Ms. Lee is the first Malaysian genetic counsellor to be certified by the Human Genetic Society of Australasia (HGSA). She has over 18 years clinical experience in genetic counselling. Her practice began at the University Malaya Medical Centre in 2004 to 2014 before moving to private practice. Throughout her career, she has made significant contributions to the development of the genetic counselling profession in Malaysia and aims to improve access to genetic counselling services in the Asian region. She is the founding member of the Malaysian Rare Disorders Society (MRDS), President of the Professional Society of Genetic Counselors in Asia (PSGCA), Secretary of the Genetic Counselling Society Malaysia (GCSM) and a visiting lecturer in the Masters of Medical Science (Genetic Counselling) course in the National University of Malaysia. She specialises in rare diseases, reproductive and cancer genetics.

Jia-Wen On

Ms. On graduated with a BSc. (Hons.) in Genetics from the National University of Malaysia in 2018 and subsequently obtained her Master of Medical Science in Genetic Counselling from National University of Malaysia in 2021. Her working experience include managing clinical cases with clinical geneticists at various genetics clinic in both public and private hospitals in Malaysia. She has managed cases that ranged from hereditary cancer, reproductive genetics (prenatal) and paediatric genetics that include chromosomal disorders, rare disease and inborn error of metabolism.

Andy Lok-Chung Hui

Mr.

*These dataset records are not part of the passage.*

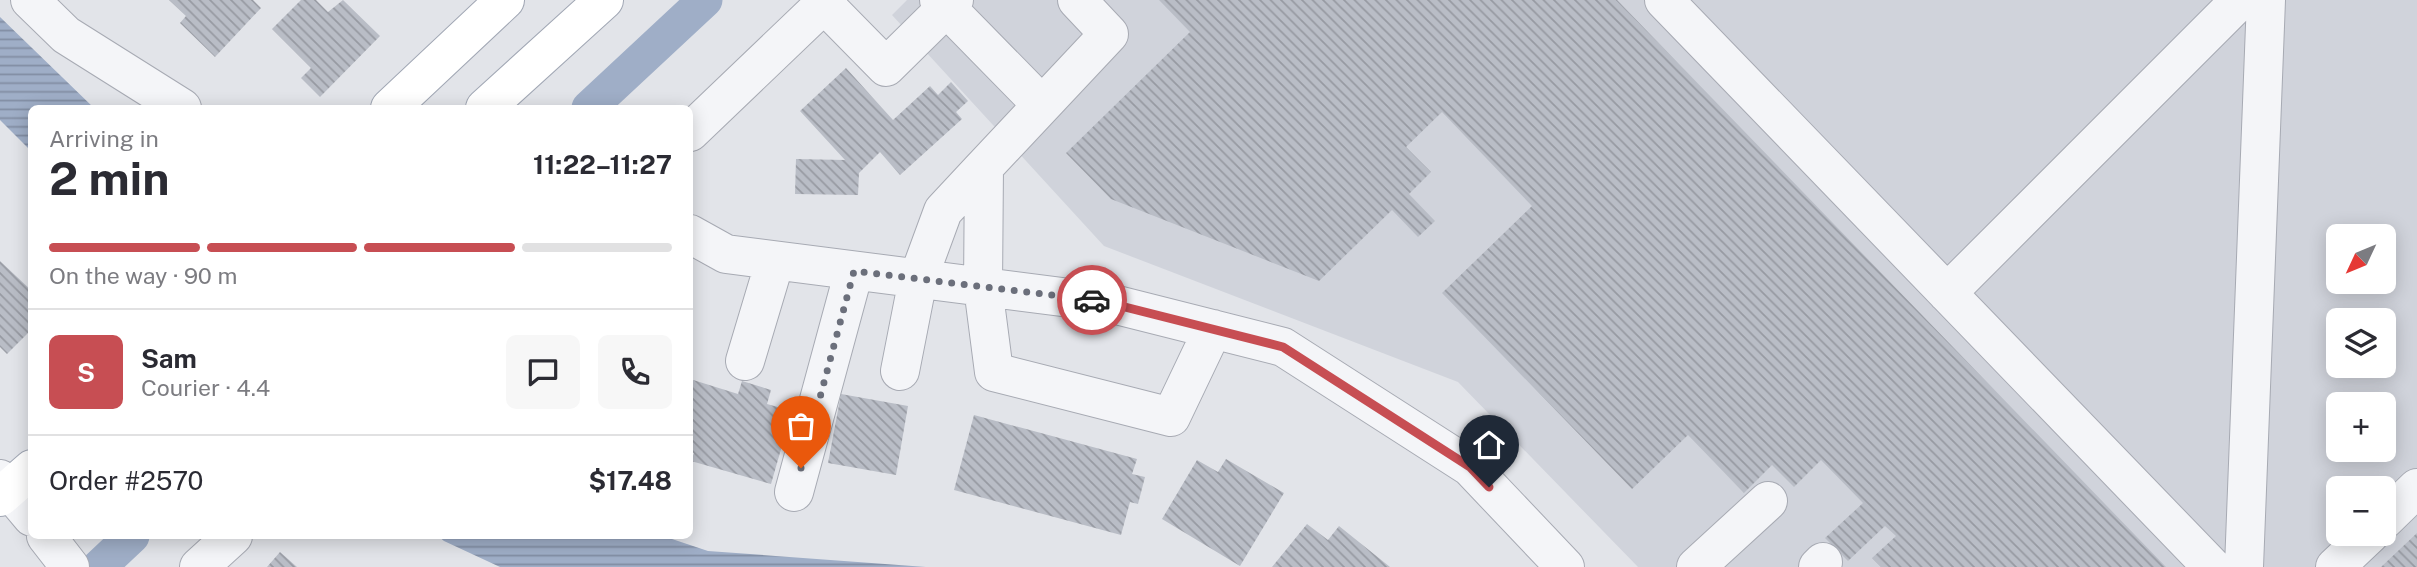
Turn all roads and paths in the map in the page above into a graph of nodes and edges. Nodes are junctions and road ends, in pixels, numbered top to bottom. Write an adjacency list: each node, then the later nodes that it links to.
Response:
1 (30, 0): 10 (street)
2 (505, 0): 11 (main road)
3 (604, 0): 12 (main road)
4 (1077, 0): 13 (street)
5 (1664, 0): 21 (street)
6 (2241, 0): 21 (street)
7 (2266, 0): 37 (street)
8 (826, 2): 9 (street); 14 (street)
9 (947, 3): 13 (street)
10 (177, 105)
11 (393, 105)
12 (488, 105)
13 (1042, 105): 15 (street)
14 (693, 129)
15 (984, 167): 19 (street); 20 (street)
16 (693, 247): 17 (street)
17 (775, 261): 18 (street); 23 (street)
18 (854, 271): 19 (street); 26 (street)
19 (918, 279): 20 (street); 24 (street)
20 (983, 287): 22 (street); 22 (street)
21 (1947, 293): 36 (street)
22 (1213, 329): 34 (street)
23 (745, 361)
24 (900, 371)
25 (2417, 488): 28 (street)
26 (794, 492)
27 (1768, 501): 35 (street)
28 (2396, 508)
29 (48, 539): 32 (street)
30 (230, 539): 33 (street)
31 (2357, 546): 38 (street)
32 (70, 567)
33 (199, 567)
34 (1565, 567)
35 (1696, 567)
36 (2212, 567)
37 (2244, 567)
38 (2335, 567)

Hui obtained his Bachelor of Science degree (Biochemistry) in 2016 and Master of Philosophy degree (Sociolinguistic and Genetic counselling) in 2021, both from the University of Hong Kong. Currently, he is receiving training of genetic and genomic counselling at Cardiff University. His working experiences in Hong Kong and Mainland China focus on clinical genetic counselling in a private setting, including third-party laboratories and private hospitals, as well as report/variant interpretation regarding carrier screening, neonatal genetic screening, hereditary cancer testing, and diagnostic testing with CNV-seq and whole exome/genome sequencing. He takes specific interests in genetic disorders in maternal–foetal medicine, paediatrics, nephrology and ophthalmology.